By
Gabe Weissman
June 25, 2019 at 5:00 am ET
The opioid epidemic is one of the foremost public health crises of our time. Not surprisingly, it is commanding the pressing attention of our communities, politicians and industry groups.
As America pursues ways to stem the tide of its ongoing opioid epidemic, there also exists a groundswell to identify bad actors and hold them responsible. By bringing accountability to these bad actors, a well-intended and stated objective, at least for some, is to stem the tide of addiction and develop a financing mechanism to fund solutions to the problem.
Thus, there is now a rapidly multiplying volume of lawsuits filed against manufacturers, distributors, pharmacies and doctors who play some role in the supply chain of opioid-based medications. As to distributors, the plausibility of any of those suits is questionable, at best. And within these lawsuits rest those in which the logical basis goes beyond questionable and is just utterly confounding.
One of the most egregious examples comes from plaintiff lawyers trying to pit hospitals against pharmaceutical distributors. These lawsuits, filed on behalf of hospitals, claim distributors failed to monitor the very shipments that physicians employed by health systems prescribed, as well as an alleged failure to monitor follow-up prescriptions by other prescribing doctors.
This alleged failure, litigants claim, enabled rogue doctors to prescribe opioids unchecked to the masses, leading to a surge of overdoses that then saddled hospitals with undue financial burden (from patients being uninsured or underinsured), as well as depleted medical resources and emergency room bandwidth.
The trial lawyers willfully overlook the simple truth that hospitals employ doctors (about 47 percent of doctors work for hospitals), who prescribe opioids when necessary and directly administer them. Among hospitalized nonsurgical patients, 51 percent are prescribed and administered opioids during their stay, while the majority of surgical patients also receive opioids.
In contrast, distributors such as AmerisourceBergen do nothing to drive the demand of opioid-based medicines. The role of the distributor is to provide efficiency in the marketplace by buying these medicines from manufacturers and then securely transporting them to pharmacies and hospitals — based on the orders these entities place — to ensure they are available to meet the needs of their patients.
That’s why it is confounding to see this recent attempt to litigate against distributors in search of financial compensation. It defies common sense for members of the pharmaceutical supply chain — all of who have unique responsibilities related to the prevention of controlled substance diversion — to address the opioid epidemic through litigation against one another.

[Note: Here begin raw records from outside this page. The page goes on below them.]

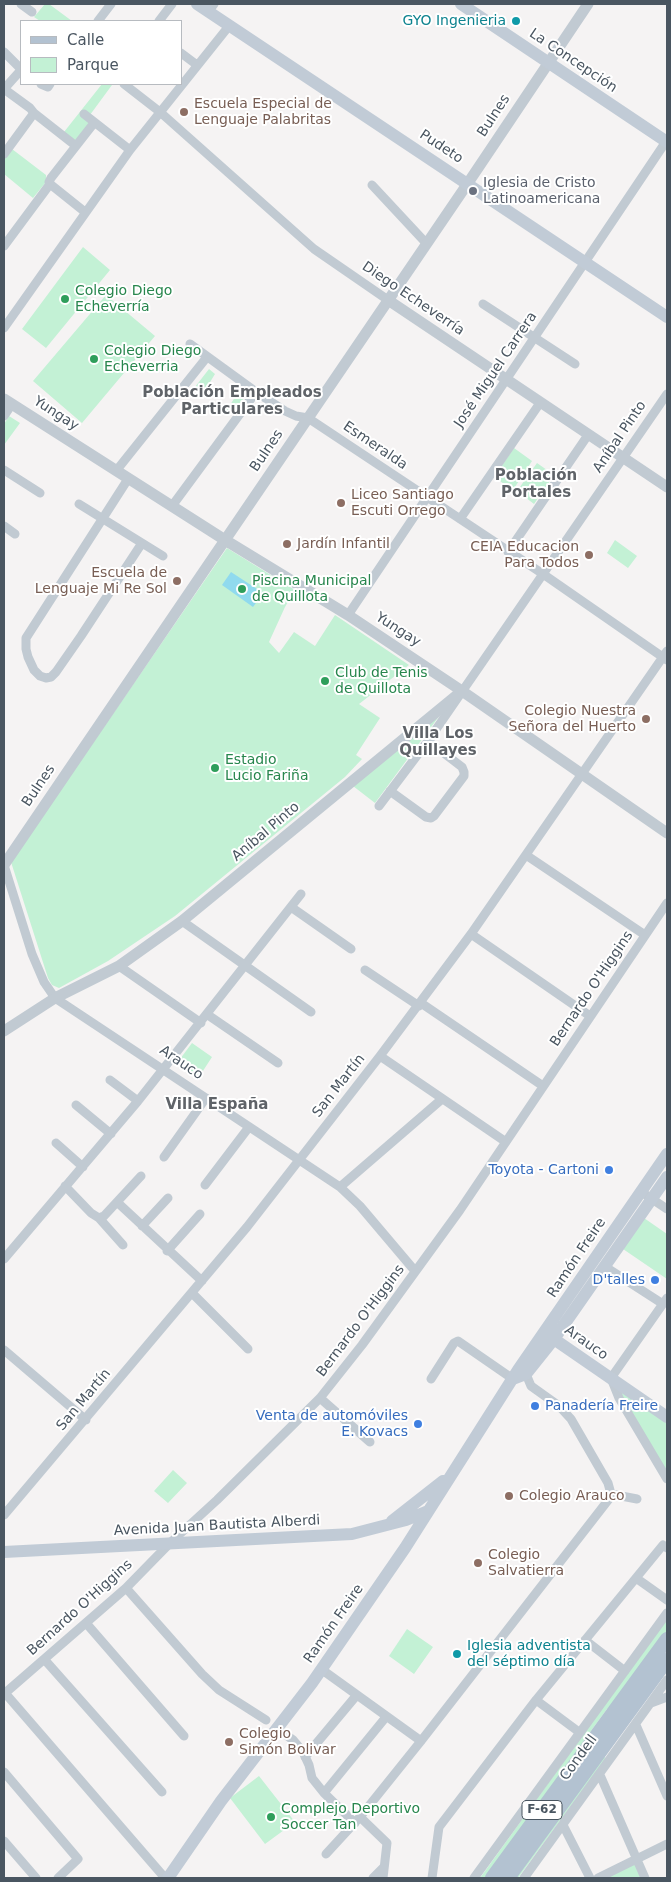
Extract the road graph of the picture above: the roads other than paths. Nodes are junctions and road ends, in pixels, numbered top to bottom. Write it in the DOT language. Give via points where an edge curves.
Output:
graph roads {
  1 [pos="21,4"];
  2 [pos="111,4"];
  3 [pos="172,4"];
  4 [pos="197,4"];
  5 [pos="461,4"];
  6 [pos="588,4"];
  7 [pos="211,8"];
  8 [pos="32,12"];
  9 [pos="99,20"];
  10 [pos="160,20"];
  11 [pos="229,26"];
  12 [pos="4,52"];
  13 [pos="182,53"];
  14 [pos="548,62"];
  15 [pos="197,65"];
  16 [pos="20,68"];
  17 [pos="20,70"];
  18 [pos="182,84"];
  19 [pos="125,85"];
  20 [pos="181,85"];
  21 [pos="4,89"];
  22 [pos="160,112"];
  23 [pos="34,113"];
  24 [pos="84,114"];
  25 [pos="94,123"];
  26 [pos="667,141"];
  27 [pos="76,146"];
  28 [pos="130,150"];
  29 [pos="4,154"];
  30 [pos="50,182"];
  31 [pos="468,183"];
  32 [pos="372,185"];
  33 [pos="85,212"];
  34 [pos="426,243"];
  35 [pos="4,246"];
  36 [pos="586,262"];
  37 [pos="388,300"];
  38 [pos="483,304"];
  39 [pos="667,317"];
  40 [pos="4,328"];
  41 [pos="535,337"];
  42 [pos="190,344"];
  43 [pos="207,357"];
  44 [pos="576,364"];
  45 [pos="505,380"];
  46 [pos="256,392"];
  47 [pos="667,394"];
  48 [pos="8,402"];
  49 [pos="540,402"];
  50 [pos="4,416"];
  51 [pos="308,418"];
  52 [pos="588,435"];
  53 [pos="624,458"];
  54 [pos="4,470"];
  55 [pos="116,470"];
  56 [pos="128,479"];
  57 [pos="667,487"];
  58 [pos="40,493"];
  59 [pos="426,498"];
  60 [pos="79,504"];
  61 [pos="172,506"];
  62 [pos="103,519"];
  63 [pos="460,519"];
  64 [pos="4,526"];
  65 [pos="15,534"];
  66 [pos="225,540"];
  67 [pos="142,543"];
  68 [pos="508,552"];
  69 [pos="162,556"];
  70 [pos="543,574"];
  71 [pos="348,615"];
  72 [pos="666,656"];
  73 [pos="462,691"];
  74 [pos="428,741"];
  75 [pos="582,774"];
  76 [pos="390,791"];
  77 [pos="379,806"];
  78 [pos="667,833"];
  79 [pos="526,855"];
  80 [pos="4,865"];
  81 [pos="301,894"];
  82 [pos="667,902"];
  83 [pos="291,907"];
  84 [pos="182,921"];
  85 [pos="472,934"];
  86 [pos="645,936"];
  87 [pos="351,948"];
  88 [pos="246,965"];
  89 [pos="119,966"];
  90 [pos="365,970"];
  91 [pos="55,998"];
  92 [pos="420,1004"];
  93 [pos="311,1012"];
  94 [pos="208,1015"];
  95 [pos="590,1016"];
  96 [pos="201,1023"];
  97 [pos="4,1031"];
  98 [pos="380,1056"];
  99 [pos="278,1063"];
  100 [pos="163,1068"];
  101 [pos="110,1080"];
  102 [pos="543,1086"];
  103 [pos="206,1098"];
  104 [pos="442,1099"];
  105 [pos="138,1101"];
  106 [pos="76,1105"];
  107 [pos="249,1127"];
  108 [pos="111,1134"];
  109 [pos="506,1142"];
  110 [pos="56,1143"];
  111 [pos="667,1154"];
  112 [pos="164,1157"];
  113 [pos="299,1160"];
  114 [pos="83,1167"];
  115 [pos="141,1176"];
  116 [pos="667,1177"];
  117 [pos="205,1185"];
  118 [pos="65,1186"];
  119 [pos="340,1187"];
  120 [pos="640,1191"];
  121 [pos="168,1198"];
  122 [pos="652,1198"];
  123 [pos="117,1202"];
  124 [pos="667,1209"];
  125 [pos="200,1214"];
  126 [pos="99,1218"];
  127 [pos="142,1226"];
  128 [pos="123,1245"];
  129 [pos="168,1250"];
  130 [pos="4,1259"];
  131 [pos="604,1266"];
  132 [pos="415,1271"];
  133 [pos="202,1281"];
  134 [pos="192,1293"];
  135 [pos="665,1301"];
  136 [pos="549,1336"];
  137 [pos="248,1349"];
  138 [pos="4,1350"];
  139 [pos="525,1359"];
  140 [pos="526,1374"];
  141 [pos="611,1378"];
  142 [pos="431,1379"];
  143 [pos="513,1379"];
  144 [pos="320,1398"];
  145 [pos="667,1417"];
  146 [pos="86,1420"];
  147 [pos="370,1442"];
  148 [pos="458,1464"];
  149 [pos="667,1479"];
  150 [pos="611,1494"];
  151 [pos="637,1499"];
  152 [pos="428,1511"];
  153 [pos="4,1515"];
  154 [pos="406,1520"];
  155 [pos="384,1527"];
  156 [pos="415,1532"];
  157 [pos="170,1543"];
  158 [pos="667,1548"];
  159 [pos="4,1552"];
  160 [pos="636,1578"];
  161 [pos="126,1588"];
  162 [pos="667,1600"];
  163 [pos="667,1613"];
  164 [pos="86,1623"];
  165 [pos="667,1639"];
  166 [pos="585,1640"];
  167 [pos="44,1659"];
  168 [pos="667,1660"];
  169 [pos="321,1670"];
  170 [pos="625,1671"];
  171 [pos="667,1680"];
  172 [pos="4,1693"];
  173 [pos="356,1696"];
  174 [pos="667,1697"];
  175 [pos="536,1700"];
  176 [pos="651,1703"];
  177 [pos="386,1717"];
  178 [pos="266,1720"];
  179 [pos="636,1726"];
  180 [pos="278,1729"];
  181 [pos="579,1732"];
  182 [pos="184,1736"];
  183 [pos="421,1741"];
  184 [pos="306,1757"];
  185 [pos="4,1772"];
  186 [pos="600,1775"];
  187 [pos="162,1792"];
  188 [pos="324,1793"];
  189 [pos="667,1796"];
  190 [pos="357,1820"];
  191 [pos="563,1825"];
  192 [pos="4,1841"];
  193 [pos="667,1844"];
  194 [pos="326,1854"];
  195 [pos="637,1858"];
  196 [pos="384,1867"];
  197 [pos="36,1878"];
  198 [pos="58,1878"];
  199 [pos="167,1878"];
  200 [pos="372,1878"];
  201 [pos="383,1878"];
  202 [pos="432,1878"];
  203 [pos="474,1878"];
  204 [pos="492,1878"];
  205 [pos="508,1878"];
  206 [pos="524,1878"];
  207 [pos="590,1878"];
  208 [pos="598,1878"];
  209 [pos="645,1878"];
  1 -- 8 [label="street"];
  2 -- 9 [label="street"];
  3 -- 10 [label="street"];
  4 -- 7 [label="main road, Pudeto"];
  5 -- 14 [label="main road, La Concepción"];
  6 -- 14 [label="street, Bulnes"];
  7 -- 11 [label="main road, Pudeto"];
  11 -- 15 [label="street"];
  11 -- 31 [label="main road, Pudeto"];
  12 -- 16 [label="street"];
  13 -- 15 [label="street"];
  14 -- 26 [label="main road, La Concepción"];
  14 -- 31 [label="street, Bulnes"];
  15 -- 18 [label="street"];
  17 -- 21 [label="street"];
  19 -- 22 [label="street, Diego Echeverría"];
  20 -- 22 [label="street"];
  21 -- 23 [label="street"];
  22 -- 28 [label="street"];
  22 -- 37 [label="street, Diego Echeverría" via="314,249"];
  23 -- 27 [label="street"];
  23 -- 29 [label="street"];
  24 -- 25 [label="street"];
  25 -- 27 [label="street"];
  25 -- 28 [label="street"];
  26 -- 36 [label="street, José Miguel Carrera"];
  27 -- 30 [label="street"];
  28 -- 33 [label="street"];
  30 -- 33 [label="street"];
  30 -- 35 [label="street"];
  31 -- 34 [label="street, Bulnes"];
  31 -- 36 [label="main road, Pudeto"];
  32 -- 34 [label="street"];
  33 -- 40 [label="street"];
  34 -- 37 [label="street, Bulnes"];
  36 -- 39 [label="main road, Pudeto"];
  36 -- 41 [label="street, José Miguel Carrera"];
  37 -- 45 [label="street, Diego Echeverría"];
  37 -- 51 [label="street, Bulnes"];
  38 -- 41 [label="street"];
  41 -- 44 [label="street"];
  41 -- 45 [label="street, José Miguel Carrera"];
  42 -- 43 [label="street, Esmeralda"];
  43 -- 46 [label="street, Esmeralda"];
  43 -- 55 [label="street"];
  45 -- 49 [label="street, Diego Echeverría"];
  45 -- 59 [label="street, José Miguel Carrera"];
  46 -- 51 [label="street, Esmeralda" via="285,411"];
  46 -- 61 [label="street"];
  47 -- 53 [label="street, Aníbal Pinto"];
  48 -- 50 [label="street"];
  48 -- 55 [label="street, Yungay"];
  49 -- 52 [label="street, Diego Echeverría"];
  49 -- 63 [label="street"];
  51 -- 59 [label="street, Esmeralda"];
  51 -- 66 [label="street, Bulnes"];
  52 -- 53 [label="street, Diego Echeverría"];
  52 -- 68 [label="street"];
  53 -- 57 [label="street, Diego Echeverría"];
  53 -- 70 [label="street, Aníbal Pinto"];
  54 -- 58 [label="street"];
  55 -- 56 [label="street, Yungay"];
  56 -- 61 [label="street, Yungay"];
  56 -- 62 [label="street"];
  59 -- 63 [label="street, Esmeralda"];
  59 -- 71 [label="street, José Miguel Carrera"];
  60 -- 62 [label="street"];
  61 -- 66 [label="street, Yungay"];
  62 -- 67 [label="street"];
  62 -- 67 [label="street" via="26,638 26,649 34,670 40,676 51,677 56,672"];
  63 -- 68 [label="street, Esmeralda"];
  64 -- 65 [label="street"];
  66 -- 71 [label="street, Yungay"];
  66 -- 80 [label="street, Bulnes"];
  67 -- 69 [label="street"];
  68 -- 70 [label="street, Esmeralda"];
  70 -- 72 [label="street, Esmeralda"];
  70 -- 73 [label="street, Aníbal Pinto"];
  71 -- 73 [label="street, Yungay"];
  72 -- 75 [label="street, San Martín"];
  73 -- 74 [label="street"];
  73 -- 75 [label="street, Yungay"];
  73 -- 84 [label="street, Aníbal Pinto"];
  74 -- 76 [label="street"];
  74 -- 76 [label="street" via="464,772 434,816 426,817"];
  75 -- 78 [label="street, Yungay"];
  75 -- 79 [label="street, San Martín"];
  76 -- 77 [label="street"];
  79 -- 85 [label="street, San Martín"];
  79 -- 86 [label="street"];
  80 -- 91 [label="street, Arauco" via="32,954"];
  81 -- 83 [label="street"];
  82 -- 86 [label="street, Bernardo O'Higgins"];
  83 -- 87 [label="street"];
  83 -- 88 [label="street"];
  84 -- 88 [label="street"];
  84 -- 89 [label="street, Aníbal Pinto"];
  85 -- 92 [label="street, San Martín"];
  85 -- 95 [label="street"];
  86 -- 95 [label="street, Bernardo O'Higgins"];
  88 -- 93 [label="street"];
  88 -- 94 [label="street"];
  89 -- 91 [label="street, Aníbal Pinto"];
  89 -- 96 [label="street"];
  90 -- 92 [label="street"];
  91 -- 97 [label="street, Aníbal Pinto"];
  91 -- 100 [label="street, Arauco"];
  92 -- 98 [label="street, San Martín"];
  92 -- 102 [label="street"];
  94 -- 96 [label="street"];
  94 -- 99 [label="street"];
  95 -- 102 [label="street, Bernardo O'Higgins"];
  96 -- 100 [label="street"];
  98 -- 104 [label="street"];
  98 -- 113 [label="street, San Martín"];
  100 -- 103 [label="street, Arauco"];
  100 -- 105 [label="street"];
  101 -- 105 [label="street"];
  102 -- 109 [label="street, Bernardo O'Higgins"];
  103 -- 107 [label="street, Arauco"];
  103 -- 112 [label="street"];
  104 -- 109 [label="street"];
  104 -- 119 [label="street"];
  105 -- 108 [label="street"];
  106 -- 108 [label="street"];
  107 -- 113 [label="street, Arauco"];
  107 -- 117 [label="street"];
  108 -- 114 [label="street"];
  109 -- 132 [label="street, Bernardo O'Higgins"];
  110 -- 114 [label="street"];
  111 -- 120 [label="main road, Ramón Freire"];
  113 -- 119 [label="street, Arauco"];
  113 -- 133 [label="street, San Martín"];
  114 -- 118 [label="street"];
  115 -- 123 [label="street"];
  116 -- 122 [label="main road, Ramón Freire"];
  118 -- 126 [label="street"];
  118 -- 130 [label="street"];
  119 -- 132 [label="street, Arauco"];
  120 -- 122 [label="street"];
  120 -- 136 [label="main road, Ramón Freire"];
  121 -- 127 [label="street"];
  122 -- 124 [label="street"];
  122 -- 131 [label="main road, Ramón Freire"];
  123 -- 126 [label="street"];
  123 -- 127 [label="street"];
  125 -- 129 [label="street"];
  126 -- 128 [label="street"];
  127 -- 129 [label="street"];
  129 -- 133 [label="street"];
  131 -- 135 [label="street"];
  131 -- 136 [label="main road, Ramón Freire"];
  132 -- 144 [label="street, Bernardo O'Higgins"];
  133 -- 134 [label="street, San Martín"];
  134 -- 137 [label="street"];
  134 -- 146 [label="street, San Martín"];
  135 -- 141 [label="street"];
  136 -- 139 [label="main road, Ramón Freire"];
  136 -- 140 [label="main road, Ramón Freire"];
  136 -- 141 [label="main road, Arauco"];
  138 -- 146 [label="street"];
  139 -- 140 [label="main road"];
  139 -- 143 [label="main road, Ramón Freire"];
  140 -- 143 [label="main road"];
  140 -- 150 [label="street" via="531,1386 572,1419"];
  141 -- 145 [label="main road, Arauco"];
  141 -- 149 [label="street, Arauco" via="619,1398"];
  142 -- 143 [label="street" via="458,1341"];
  143 -- 148 [label="main road, Ramón Freire"];
  144 -- 147 [label="street"];
  144 -- 157 [label="street, Bernardo O'Higgins"];
  146 -- 153 [label="street, San Martín"];
  148 -- 152 [label="main road, Ramón Freire"];
  148 -- 155 [label="main road" via="434,1488"];
  150 -- 151 [label="street"];
  150 -- 183 [label="street" via="605,1506"];
  152 -- 154 [label="main road, Avenida Juan Bautista Alberdi"];
  152 -- 156 [label="main road, Ramón Freire"];
  154 -- 155 [label="main road, Avenida Juan Bautista Alberdi"];
  154 -- 156 [label="main road"];
  155 -- 157 [label="main road, Avenida Juan Bautista Alberdi" via="352,1534"];
  156 -- 169 [label="main road, Ramón Freire"];
  157 -- 159 [label="main road, Avenida Juan Bautista Alberdi"];
  157 -- 161 [label="street, Bernardo O'Higgins"];
  158 -- 160 [label="street" via="663,1545"];
  160 -- 162 [label="street"];
  160 -- 166 [label="street"];
  161 -- 164 [label="street, Bernardo O'Higgins"];
  161 -- 178 [label="street" via="202,1674 219,1690"];
  163 -- 170 [label="street"];
  164 -- 167 [label="street, Bernardo O'Higgins"];
  164 -- 182 [label="street"];
  165 -- 204 [label="main road, Condell / F-62"];
  166 -- 170 [label="street"];
  166 -- 175 [label="street"];
  167 -- 172 [label="street, Bernardo O'Higgins"];
  167 -- 187 [label="street"];
  168 -- 205 [label="main road, Condell / F-62"];
  169 -- 173 [label="street"];
  169 -- 180 [label="main road, Ramón Freire"];
  170 -- 181 [label="street"];
  171 -- 176 [label="street"];
  172 -- 199 [label="street"];
  173 -- 177 [label="street"];
  173 -- 184 [label="street"];
  174 -- 176 [label="street"];
  175 -- 181 [label="street"];
  175 -- 202 [label="street" via="438,1827"];
  176 -- 179 [label="street"];
  177 -- 183 [label="street"];
  177 -- 188 [label="street"];
  179 -- 186 [label="street"];
  179 -- 189 [label="street"];
  180 -- 184 [label="street" via="293,1740"];
  180 -- 199 [label="main road, Ramón Freire" via="221,1801"];
  181 -- 203 [label="street"];
  183 -- 190 [label="street"];
  184 -- 188 [label="street" via="312,1778"];
  185 -- 198 [label="street" via="78,1860"];
  186 -- 191 [label="street"];
  186 -- 195 [label="street"];
  188 -- 190 [label="street"];
  190 -- 194 [label="street"];
  190 -- 196 [label="street" via="387,1843"];
  191 -- 206 [label="street"];
  191 -- 207 [label="street"];
  192 -- 197 [label="street"];
  193 -- 195 [label="street"];
  195 -- 208 [label="street"];
  195 -- 209 [label="street"];
  196 -- 200 [label="street"];
  196 -- 201 [label="street"];
}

Unfortunately, the contingency-compensated throngs of private trial lawyers who seek to make billions in opioid litigation perhaps are not relying on common sense to recruit prospective clients into these cases. In the end, the current legal environment has the potential to impact legitimate patients who may now have an increasingly difficult time accessing the medicines their health care providers are prescribing.
Furthermore — and worth noting — most opioid overdoses today do not occur from the prescription opioids that go through manufacturers, distributors, pharmacies and doctors. They happen most from synthetic drugs such as illicit fentanyl. So, any productive path forward to tackling the opioid epidemic must take that into account.
What we know today is that the opioid epidemic isn’t simply going away tomorrow. It’s a complex problem, and most health systems and health care providers are looking to collaborate on solutions to make sure opioids don’t end up in the wrong hands.
AmerisourceBergen and the AmerisourceBergen Foundation already work with a handful of hospitals to combat diversion and misuse of opioids, while helping to reduce accidental overdoses and increase access to recovery support services.
Focusing further on solutions such as these would have far greater benefit than lawyers looking for lucrative yet unwarranted paydays from drawing untenable logical bridges.
Gabe Weissman is senior vice president for communications at AmerisourceBergen, a wholesale pharmaceutical distributor.